* [Instructions to follow]
Pull every line containing "image" from the data.

* [Supplied data]
.....

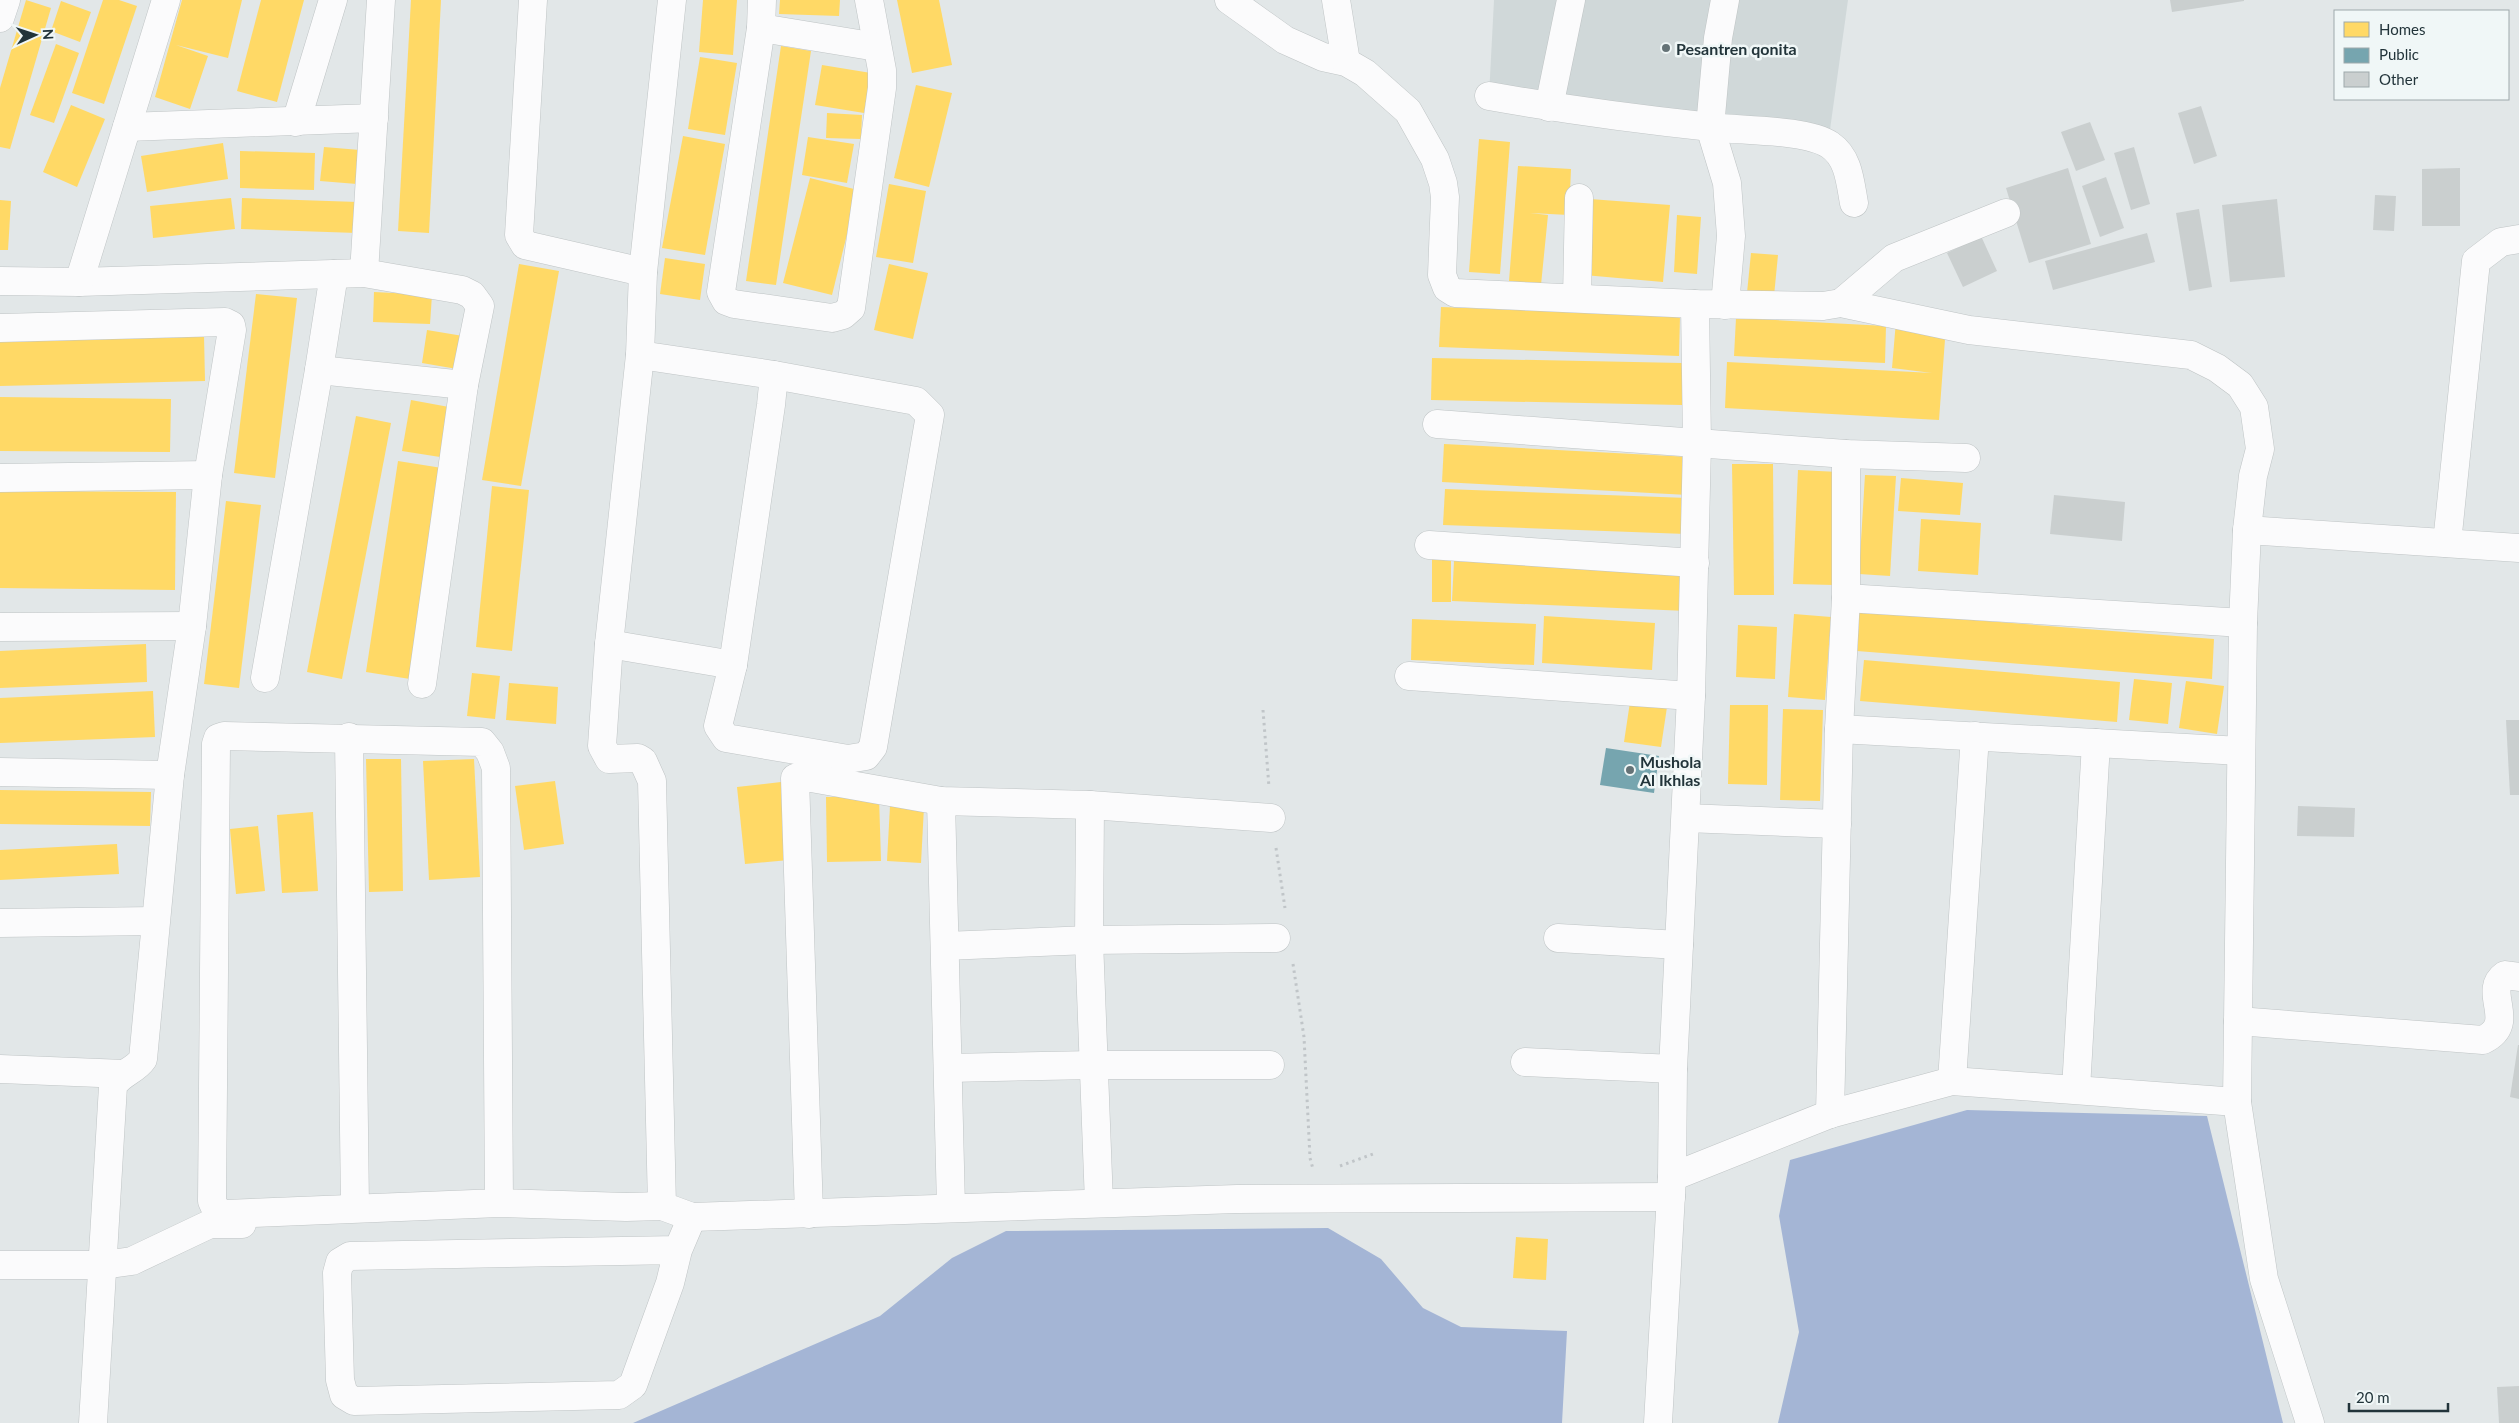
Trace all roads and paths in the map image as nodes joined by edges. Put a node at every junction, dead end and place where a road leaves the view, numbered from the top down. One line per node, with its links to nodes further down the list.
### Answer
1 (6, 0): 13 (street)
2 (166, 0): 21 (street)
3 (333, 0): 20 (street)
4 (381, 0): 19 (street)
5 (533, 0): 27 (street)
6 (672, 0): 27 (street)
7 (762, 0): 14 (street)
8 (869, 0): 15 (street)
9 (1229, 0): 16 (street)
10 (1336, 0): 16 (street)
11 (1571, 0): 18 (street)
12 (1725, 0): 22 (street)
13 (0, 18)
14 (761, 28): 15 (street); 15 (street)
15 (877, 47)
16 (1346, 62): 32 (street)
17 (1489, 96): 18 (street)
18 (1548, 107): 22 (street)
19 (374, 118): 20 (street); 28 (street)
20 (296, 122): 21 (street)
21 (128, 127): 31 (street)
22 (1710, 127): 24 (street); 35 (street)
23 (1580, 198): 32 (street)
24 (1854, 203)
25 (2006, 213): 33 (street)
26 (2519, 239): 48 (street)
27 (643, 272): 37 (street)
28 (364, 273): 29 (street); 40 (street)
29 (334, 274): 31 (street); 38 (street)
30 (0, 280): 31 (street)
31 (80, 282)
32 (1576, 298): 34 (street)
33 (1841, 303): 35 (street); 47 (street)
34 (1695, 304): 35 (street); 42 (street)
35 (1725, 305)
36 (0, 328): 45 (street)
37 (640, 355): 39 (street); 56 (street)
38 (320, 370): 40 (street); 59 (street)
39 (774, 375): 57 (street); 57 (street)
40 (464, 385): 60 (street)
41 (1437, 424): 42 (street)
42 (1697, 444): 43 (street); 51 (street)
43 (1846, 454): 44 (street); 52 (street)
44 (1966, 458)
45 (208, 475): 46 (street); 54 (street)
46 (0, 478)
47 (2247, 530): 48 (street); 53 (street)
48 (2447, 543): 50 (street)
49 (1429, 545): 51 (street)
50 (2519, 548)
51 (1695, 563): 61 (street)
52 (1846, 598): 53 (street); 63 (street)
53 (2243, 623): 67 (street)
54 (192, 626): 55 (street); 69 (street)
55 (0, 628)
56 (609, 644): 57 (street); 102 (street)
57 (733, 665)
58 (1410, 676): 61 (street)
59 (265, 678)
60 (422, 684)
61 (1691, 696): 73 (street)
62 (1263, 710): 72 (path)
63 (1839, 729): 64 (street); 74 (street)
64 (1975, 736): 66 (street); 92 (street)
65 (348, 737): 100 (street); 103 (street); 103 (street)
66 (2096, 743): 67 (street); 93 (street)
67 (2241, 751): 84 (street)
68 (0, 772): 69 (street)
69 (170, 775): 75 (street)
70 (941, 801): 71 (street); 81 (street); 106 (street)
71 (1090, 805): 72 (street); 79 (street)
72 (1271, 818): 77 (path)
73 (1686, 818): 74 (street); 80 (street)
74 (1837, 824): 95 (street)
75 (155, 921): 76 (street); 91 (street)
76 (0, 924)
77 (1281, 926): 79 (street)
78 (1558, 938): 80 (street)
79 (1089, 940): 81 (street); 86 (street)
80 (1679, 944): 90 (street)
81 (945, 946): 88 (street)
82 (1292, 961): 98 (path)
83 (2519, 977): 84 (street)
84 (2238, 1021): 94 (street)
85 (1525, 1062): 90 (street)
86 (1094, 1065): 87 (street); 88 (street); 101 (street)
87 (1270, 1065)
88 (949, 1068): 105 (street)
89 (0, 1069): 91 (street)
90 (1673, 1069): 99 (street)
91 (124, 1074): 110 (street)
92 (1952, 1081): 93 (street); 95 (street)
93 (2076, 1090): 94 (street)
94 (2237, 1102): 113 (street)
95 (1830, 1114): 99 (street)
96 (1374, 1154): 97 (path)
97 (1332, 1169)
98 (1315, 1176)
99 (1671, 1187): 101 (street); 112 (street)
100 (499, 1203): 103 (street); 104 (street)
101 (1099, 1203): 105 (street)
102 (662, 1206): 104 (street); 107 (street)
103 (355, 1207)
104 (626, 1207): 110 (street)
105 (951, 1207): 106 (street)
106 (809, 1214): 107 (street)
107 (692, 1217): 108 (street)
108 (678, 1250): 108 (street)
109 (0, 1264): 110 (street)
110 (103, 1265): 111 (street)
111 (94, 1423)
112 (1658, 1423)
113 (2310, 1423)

.....

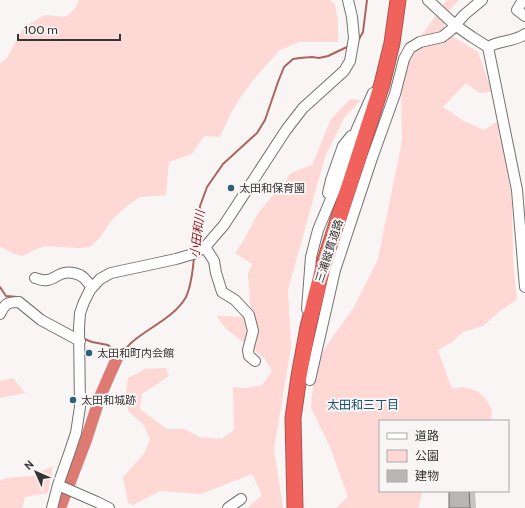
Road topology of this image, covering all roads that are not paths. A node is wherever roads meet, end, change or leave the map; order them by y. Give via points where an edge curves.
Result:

.....

* [Answer box]
Trace all roads and paths in the map image as nodes joined by edges. Put a node at every junction, dead end and place where a road leaves the view, numbered from the top down. One line per node, with its links to nodes further down the list.
Road topology of this image, covering all roads that are not paths. A node is wherever roads meet, end, change or leave the map; order them by y. Give via points where an edge curves.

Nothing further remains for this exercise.